- _EXERCISE INSTRUCTIONS_: Among the entries below, copy every line that carries the word "main".

- _RECORDS PROVIDED_:

= = =

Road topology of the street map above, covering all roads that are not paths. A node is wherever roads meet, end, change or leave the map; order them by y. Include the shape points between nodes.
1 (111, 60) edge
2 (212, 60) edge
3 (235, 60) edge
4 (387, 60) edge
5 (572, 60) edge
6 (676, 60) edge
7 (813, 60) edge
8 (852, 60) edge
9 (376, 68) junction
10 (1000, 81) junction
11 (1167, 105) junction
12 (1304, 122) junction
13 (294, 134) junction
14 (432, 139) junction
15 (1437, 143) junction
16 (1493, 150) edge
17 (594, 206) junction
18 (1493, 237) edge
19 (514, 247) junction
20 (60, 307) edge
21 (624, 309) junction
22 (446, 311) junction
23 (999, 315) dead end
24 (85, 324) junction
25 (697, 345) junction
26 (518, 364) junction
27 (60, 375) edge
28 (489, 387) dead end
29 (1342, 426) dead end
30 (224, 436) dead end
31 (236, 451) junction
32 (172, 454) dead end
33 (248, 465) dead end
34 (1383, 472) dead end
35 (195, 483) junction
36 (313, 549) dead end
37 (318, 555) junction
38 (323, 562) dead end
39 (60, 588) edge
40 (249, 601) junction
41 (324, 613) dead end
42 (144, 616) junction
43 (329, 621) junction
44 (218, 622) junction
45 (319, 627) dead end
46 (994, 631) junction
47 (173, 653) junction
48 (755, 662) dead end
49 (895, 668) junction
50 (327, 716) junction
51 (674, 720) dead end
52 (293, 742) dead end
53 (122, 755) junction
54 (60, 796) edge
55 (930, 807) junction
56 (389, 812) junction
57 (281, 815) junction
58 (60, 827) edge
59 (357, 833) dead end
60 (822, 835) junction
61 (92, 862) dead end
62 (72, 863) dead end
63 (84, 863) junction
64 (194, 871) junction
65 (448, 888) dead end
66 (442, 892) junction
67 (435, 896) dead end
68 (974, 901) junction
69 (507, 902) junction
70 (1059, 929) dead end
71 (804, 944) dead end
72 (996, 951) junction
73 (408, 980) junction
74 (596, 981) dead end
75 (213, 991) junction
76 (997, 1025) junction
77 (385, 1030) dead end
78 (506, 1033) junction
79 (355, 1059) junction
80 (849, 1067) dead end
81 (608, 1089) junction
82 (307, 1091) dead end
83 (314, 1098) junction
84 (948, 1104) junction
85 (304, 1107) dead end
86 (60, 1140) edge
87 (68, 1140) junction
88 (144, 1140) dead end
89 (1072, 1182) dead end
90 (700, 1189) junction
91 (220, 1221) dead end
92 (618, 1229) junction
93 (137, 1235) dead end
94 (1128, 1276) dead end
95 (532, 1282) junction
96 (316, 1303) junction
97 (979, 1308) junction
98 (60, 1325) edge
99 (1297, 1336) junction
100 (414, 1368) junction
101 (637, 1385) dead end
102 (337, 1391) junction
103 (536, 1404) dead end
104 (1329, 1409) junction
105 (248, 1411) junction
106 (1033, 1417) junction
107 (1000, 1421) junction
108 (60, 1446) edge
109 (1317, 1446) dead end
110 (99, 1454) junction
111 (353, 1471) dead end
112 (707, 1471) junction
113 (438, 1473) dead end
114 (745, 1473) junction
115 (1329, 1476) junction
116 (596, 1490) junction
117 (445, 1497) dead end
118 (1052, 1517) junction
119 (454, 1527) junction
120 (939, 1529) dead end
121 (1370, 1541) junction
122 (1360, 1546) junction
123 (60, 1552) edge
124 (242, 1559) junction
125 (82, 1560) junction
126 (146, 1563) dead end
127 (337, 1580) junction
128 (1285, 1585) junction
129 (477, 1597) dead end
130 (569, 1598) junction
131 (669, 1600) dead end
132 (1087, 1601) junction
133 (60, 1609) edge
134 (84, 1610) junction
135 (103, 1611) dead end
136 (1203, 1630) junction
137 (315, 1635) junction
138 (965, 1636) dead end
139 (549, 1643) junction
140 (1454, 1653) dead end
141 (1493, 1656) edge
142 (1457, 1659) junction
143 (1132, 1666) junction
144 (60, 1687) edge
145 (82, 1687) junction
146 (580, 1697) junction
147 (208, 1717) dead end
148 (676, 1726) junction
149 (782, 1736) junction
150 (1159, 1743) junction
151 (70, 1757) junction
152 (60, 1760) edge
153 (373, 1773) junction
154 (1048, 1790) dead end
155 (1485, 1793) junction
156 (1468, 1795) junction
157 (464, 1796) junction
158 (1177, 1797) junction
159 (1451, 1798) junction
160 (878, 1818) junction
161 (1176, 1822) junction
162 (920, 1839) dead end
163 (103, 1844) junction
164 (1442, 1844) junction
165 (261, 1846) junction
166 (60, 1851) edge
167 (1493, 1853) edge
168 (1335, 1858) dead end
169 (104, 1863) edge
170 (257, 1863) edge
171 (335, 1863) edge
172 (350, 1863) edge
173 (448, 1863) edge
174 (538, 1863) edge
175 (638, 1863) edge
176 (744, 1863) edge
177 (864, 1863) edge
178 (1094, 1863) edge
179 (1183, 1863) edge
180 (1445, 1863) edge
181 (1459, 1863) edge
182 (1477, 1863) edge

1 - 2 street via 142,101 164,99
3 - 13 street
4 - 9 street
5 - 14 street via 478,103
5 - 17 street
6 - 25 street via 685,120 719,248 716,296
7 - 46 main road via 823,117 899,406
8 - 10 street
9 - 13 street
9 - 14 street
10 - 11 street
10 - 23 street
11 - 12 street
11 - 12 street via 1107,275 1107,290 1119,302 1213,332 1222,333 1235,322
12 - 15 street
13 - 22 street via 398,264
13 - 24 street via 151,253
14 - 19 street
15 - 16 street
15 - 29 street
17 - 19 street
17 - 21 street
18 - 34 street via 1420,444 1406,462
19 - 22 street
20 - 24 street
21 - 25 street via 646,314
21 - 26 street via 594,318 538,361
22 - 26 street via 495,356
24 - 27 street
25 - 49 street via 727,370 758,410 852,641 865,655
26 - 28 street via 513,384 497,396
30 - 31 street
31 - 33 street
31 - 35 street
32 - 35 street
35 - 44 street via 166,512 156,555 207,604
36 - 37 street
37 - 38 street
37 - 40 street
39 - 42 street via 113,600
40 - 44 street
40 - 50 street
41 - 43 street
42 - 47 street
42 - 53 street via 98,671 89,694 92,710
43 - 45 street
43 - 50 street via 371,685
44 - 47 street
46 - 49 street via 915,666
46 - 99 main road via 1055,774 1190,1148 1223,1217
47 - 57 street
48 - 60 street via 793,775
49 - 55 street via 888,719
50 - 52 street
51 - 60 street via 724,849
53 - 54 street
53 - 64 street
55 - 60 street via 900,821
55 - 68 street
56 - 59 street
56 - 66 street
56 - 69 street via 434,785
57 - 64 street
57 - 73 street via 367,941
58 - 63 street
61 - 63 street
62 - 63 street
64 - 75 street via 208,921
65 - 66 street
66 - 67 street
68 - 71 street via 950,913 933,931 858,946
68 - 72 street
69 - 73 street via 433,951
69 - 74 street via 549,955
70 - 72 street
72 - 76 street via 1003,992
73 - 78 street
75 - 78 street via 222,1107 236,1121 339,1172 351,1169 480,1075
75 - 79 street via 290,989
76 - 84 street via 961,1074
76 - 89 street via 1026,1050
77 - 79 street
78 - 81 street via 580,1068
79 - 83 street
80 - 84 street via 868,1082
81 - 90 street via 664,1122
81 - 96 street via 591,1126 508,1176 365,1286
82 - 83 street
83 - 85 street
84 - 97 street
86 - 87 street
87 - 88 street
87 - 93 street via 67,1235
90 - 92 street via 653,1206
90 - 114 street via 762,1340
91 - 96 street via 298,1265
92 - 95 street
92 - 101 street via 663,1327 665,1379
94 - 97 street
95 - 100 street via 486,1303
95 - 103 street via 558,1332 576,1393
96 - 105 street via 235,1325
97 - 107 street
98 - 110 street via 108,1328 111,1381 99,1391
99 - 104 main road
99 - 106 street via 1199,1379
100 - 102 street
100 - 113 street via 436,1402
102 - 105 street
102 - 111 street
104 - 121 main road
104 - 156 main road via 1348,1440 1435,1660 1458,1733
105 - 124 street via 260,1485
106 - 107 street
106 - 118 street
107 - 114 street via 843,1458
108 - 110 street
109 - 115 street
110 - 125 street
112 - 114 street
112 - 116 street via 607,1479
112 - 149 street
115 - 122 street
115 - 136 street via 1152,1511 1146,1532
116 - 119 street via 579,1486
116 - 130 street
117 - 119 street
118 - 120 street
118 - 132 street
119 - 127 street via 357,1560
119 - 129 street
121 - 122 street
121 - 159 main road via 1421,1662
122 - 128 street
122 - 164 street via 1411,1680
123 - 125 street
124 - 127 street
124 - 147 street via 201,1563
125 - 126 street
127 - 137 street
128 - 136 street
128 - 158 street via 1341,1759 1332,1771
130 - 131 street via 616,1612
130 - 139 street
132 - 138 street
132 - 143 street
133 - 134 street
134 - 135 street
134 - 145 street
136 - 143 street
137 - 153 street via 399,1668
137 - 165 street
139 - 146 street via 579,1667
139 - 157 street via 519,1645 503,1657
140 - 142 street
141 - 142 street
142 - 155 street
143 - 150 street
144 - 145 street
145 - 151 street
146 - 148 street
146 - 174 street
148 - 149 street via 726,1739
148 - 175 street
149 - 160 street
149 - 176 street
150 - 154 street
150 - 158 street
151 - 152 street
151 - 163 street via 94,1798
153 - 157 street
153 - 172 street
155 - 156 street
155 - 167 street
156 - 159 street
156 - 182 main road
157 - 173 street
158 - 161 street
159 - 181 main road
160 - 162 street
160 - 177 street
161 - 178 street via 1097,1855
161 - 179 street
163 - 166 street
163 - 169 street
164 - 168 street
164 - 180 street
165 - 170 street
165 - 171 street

= = =

- _EXERCISE SOLUTION_:
7 - 46 main road via 823,117 899,406
46 - 99 main road via 1055,774 1190,1148 1223,1217
99 - 104 main road
104 - 121 main road
104 - 156 main road via 1348,1440 1435,1660 1458,1733
121 - 159 main road via 1421,1662
156 - 182 main road
159 - 181 main road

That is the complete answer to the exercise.